[Collection entries]

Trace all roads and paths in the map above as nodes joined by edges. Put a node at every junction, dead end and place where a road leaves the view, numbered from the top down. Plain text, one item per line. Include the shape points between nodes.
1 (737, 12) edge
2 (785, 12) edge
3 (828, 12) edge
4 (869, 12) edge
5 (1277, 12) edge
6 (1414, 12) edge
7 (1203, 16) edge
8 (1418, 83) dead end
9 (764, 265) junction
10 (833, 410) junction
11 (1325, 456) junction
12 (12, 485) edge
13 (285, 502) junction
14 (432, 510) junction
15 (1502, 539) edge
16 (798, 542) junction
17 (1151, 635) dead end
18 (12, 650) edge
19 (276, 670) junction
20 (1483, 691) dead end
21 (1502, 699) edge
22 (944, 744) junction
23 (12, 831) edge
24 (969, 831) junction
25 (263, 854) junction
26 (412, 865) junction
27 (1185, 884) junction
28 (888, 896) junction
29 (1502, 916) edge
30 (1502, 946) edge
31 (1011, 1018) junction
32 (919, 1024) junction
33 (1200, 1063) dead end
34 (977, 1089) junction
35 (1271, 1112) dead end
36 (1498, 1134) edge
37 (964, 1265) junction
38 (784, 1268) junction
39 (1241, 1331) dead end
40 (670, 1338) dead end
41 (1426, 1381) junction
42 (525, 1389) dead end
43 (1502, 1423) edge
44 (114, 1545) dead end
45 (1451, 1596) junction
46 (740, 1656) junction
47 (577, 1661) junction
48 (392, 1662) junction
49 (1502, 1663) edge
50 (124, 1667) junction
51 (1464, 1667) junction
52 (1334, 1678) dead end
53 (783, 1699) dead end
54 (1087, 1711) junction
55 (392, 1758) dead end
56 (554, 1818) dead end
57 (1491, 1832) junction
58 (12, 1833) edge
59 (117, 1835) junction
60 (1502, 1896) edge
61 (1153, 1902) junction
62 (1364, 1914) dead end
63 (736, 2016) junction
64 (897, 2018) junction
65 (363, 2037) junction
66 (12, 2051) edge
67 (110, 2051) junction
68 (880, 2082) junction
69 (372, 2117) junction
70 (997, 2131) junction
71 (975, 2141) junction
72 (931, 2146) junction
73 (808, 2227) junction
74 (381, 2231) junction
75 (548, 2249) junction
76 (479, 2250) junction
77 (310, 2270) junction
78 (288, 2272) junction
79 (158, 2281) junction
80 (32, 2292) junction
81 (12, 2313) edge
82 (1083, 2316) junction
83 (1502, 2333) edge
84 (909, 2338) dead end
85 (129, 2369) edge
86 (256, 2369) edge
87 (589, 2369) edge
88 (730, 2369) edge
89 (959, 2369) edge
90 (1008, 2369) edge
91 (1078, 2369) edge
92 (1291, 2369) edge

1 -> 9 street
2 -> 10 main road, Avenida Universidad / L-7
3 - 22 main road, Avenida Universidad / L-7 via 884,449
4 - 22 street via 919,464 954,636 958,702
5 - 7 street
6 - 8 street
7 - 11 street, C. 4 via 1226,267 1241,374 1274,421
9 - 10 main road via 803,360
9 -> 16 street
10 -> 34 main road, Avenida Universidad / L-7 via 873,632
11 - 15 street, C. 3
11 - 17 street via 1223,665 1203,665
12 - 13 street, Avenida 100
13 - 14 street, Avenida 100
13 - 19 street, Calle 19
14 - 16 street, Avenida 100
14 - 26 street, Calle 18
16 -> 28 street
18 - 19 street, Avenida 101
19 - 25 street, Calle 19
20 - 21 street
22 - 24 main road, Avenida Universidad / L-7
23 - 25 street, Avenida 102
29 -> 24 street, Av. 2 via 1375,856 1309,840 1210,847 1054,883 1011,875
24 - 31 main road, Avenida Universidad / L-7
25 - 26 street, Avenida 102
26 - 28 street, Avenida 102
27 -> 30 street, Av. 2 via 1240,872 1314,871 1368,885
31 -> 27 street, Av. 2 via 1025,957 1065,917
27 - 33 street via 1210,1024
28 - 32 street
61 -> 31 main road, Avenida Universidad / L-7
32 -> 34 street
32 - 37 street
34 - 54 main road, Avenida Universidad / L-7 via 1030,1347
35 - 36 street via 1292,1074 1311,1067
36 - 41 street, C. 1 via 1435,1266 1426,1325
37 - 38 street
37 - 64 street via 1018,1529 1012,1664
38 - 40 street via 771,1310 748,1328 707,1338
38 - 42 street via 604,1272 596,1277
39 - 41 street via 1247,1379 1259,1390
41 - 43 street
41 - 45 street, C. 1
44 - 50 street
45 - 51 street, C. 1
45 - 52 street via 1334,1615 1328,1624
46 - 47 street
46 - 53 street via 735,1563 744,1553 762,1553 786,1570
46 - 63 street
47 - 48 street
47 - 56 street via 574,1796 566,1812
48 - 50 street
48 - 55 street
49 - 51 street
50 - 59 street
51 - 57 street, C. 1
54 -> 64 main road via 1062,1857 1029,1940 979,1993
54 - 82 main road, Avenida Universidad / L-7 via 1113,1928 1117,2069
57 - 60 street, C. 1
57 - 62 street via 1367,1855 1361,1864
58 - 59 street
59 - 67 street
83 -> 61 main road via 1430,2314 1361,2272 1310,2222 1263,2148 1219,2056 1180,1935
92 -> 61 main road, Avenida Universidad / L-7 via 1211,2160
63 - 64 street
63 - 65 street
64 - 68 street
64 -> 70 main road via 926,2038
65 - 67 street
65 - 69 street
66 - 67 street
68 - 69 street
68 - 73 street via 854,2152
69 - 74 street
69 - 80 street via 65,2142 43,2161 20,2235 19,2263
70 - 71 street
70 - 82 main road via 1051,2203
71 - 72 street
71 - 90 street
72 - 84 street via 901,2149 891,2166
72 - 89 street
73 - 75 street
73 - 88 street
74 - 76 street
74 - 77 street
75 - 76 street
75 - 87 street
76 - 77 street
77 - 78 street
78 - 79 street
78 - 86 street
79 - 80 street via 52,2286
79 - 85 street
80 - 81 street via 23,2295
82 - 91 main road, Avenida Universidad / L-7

...

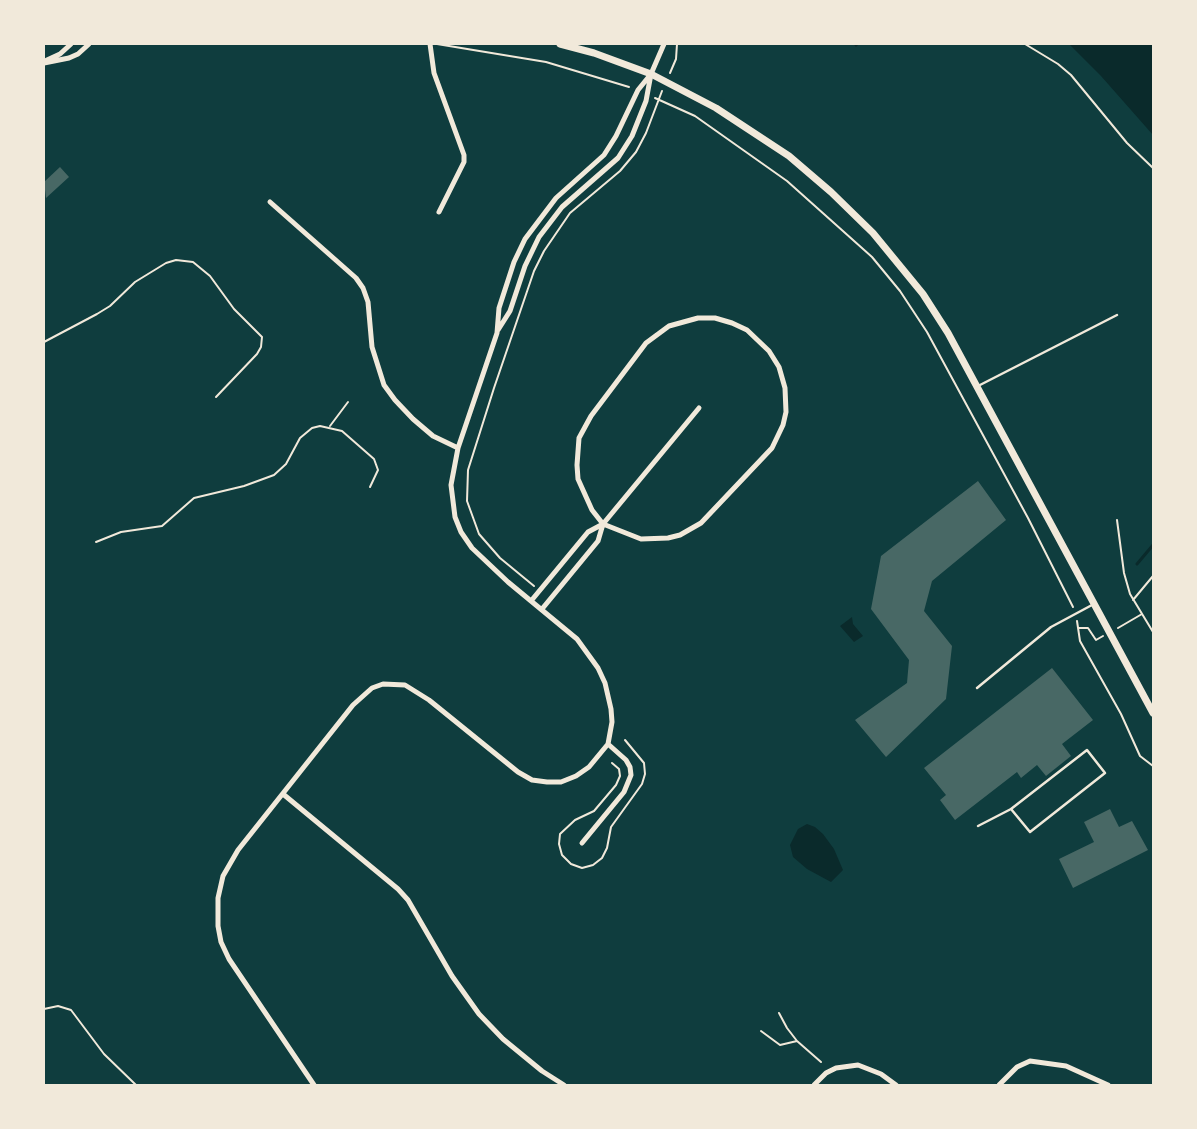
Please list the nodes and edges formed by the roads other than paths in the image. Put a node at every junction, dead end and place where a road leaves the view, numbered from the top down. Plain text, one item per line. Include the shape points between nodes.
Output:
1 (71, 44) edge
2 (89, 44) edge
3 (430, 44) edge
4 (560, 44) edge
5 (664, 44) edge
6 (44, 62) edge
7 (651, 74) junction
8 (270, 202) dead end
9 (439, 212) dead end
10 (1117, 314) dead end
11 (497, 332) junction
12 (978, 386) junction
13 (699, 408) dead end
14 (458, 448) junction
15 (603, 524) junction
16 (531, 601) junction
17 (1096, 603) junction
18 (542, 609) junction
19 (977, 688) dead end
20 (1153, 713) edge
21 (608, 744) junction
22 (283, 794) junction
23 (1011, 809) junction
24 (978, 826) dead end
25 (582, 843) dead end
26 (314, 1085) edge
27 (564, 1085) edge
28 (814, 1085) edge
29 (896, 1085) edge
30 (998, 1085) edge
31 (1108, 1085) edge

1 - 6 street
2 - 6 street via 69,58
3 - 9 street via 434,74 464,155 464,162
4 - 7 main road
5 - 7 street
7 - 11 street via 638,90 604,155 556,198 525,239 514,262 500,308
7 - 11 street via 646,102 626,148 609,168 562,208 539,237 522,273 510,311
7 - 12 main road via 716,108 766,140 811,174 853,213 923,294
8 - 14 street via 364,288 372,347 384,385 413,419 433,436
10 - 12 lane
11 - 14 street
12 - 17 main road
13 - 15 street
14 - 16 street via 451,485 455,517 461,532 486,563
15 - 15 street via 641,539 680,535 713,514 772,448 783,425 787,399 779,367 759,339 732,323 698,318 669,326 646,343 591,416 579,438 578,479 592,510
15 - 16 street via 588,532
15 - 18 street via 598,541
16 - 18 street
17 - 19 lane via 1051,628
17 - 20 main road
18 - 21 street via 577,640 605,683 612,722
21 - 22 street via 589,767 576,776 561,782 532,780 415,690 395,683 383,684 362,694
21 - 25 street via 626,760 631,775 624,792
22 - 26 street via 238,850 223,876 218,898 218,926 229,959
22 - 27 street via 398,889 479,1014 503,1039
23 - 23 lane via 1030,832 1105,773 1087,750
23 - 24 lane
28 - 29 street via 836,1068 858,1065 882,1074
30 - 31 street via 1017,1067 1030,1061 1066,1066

- **Assignment**
Find all lines in the records that hold the word "lane". Copy them.

- **Exercise result**
10 - 12 lane
17 - 19 lane via 1051,628
23 - 23 lane via 1030,832 1105,773 1087,750
23 - 24 lane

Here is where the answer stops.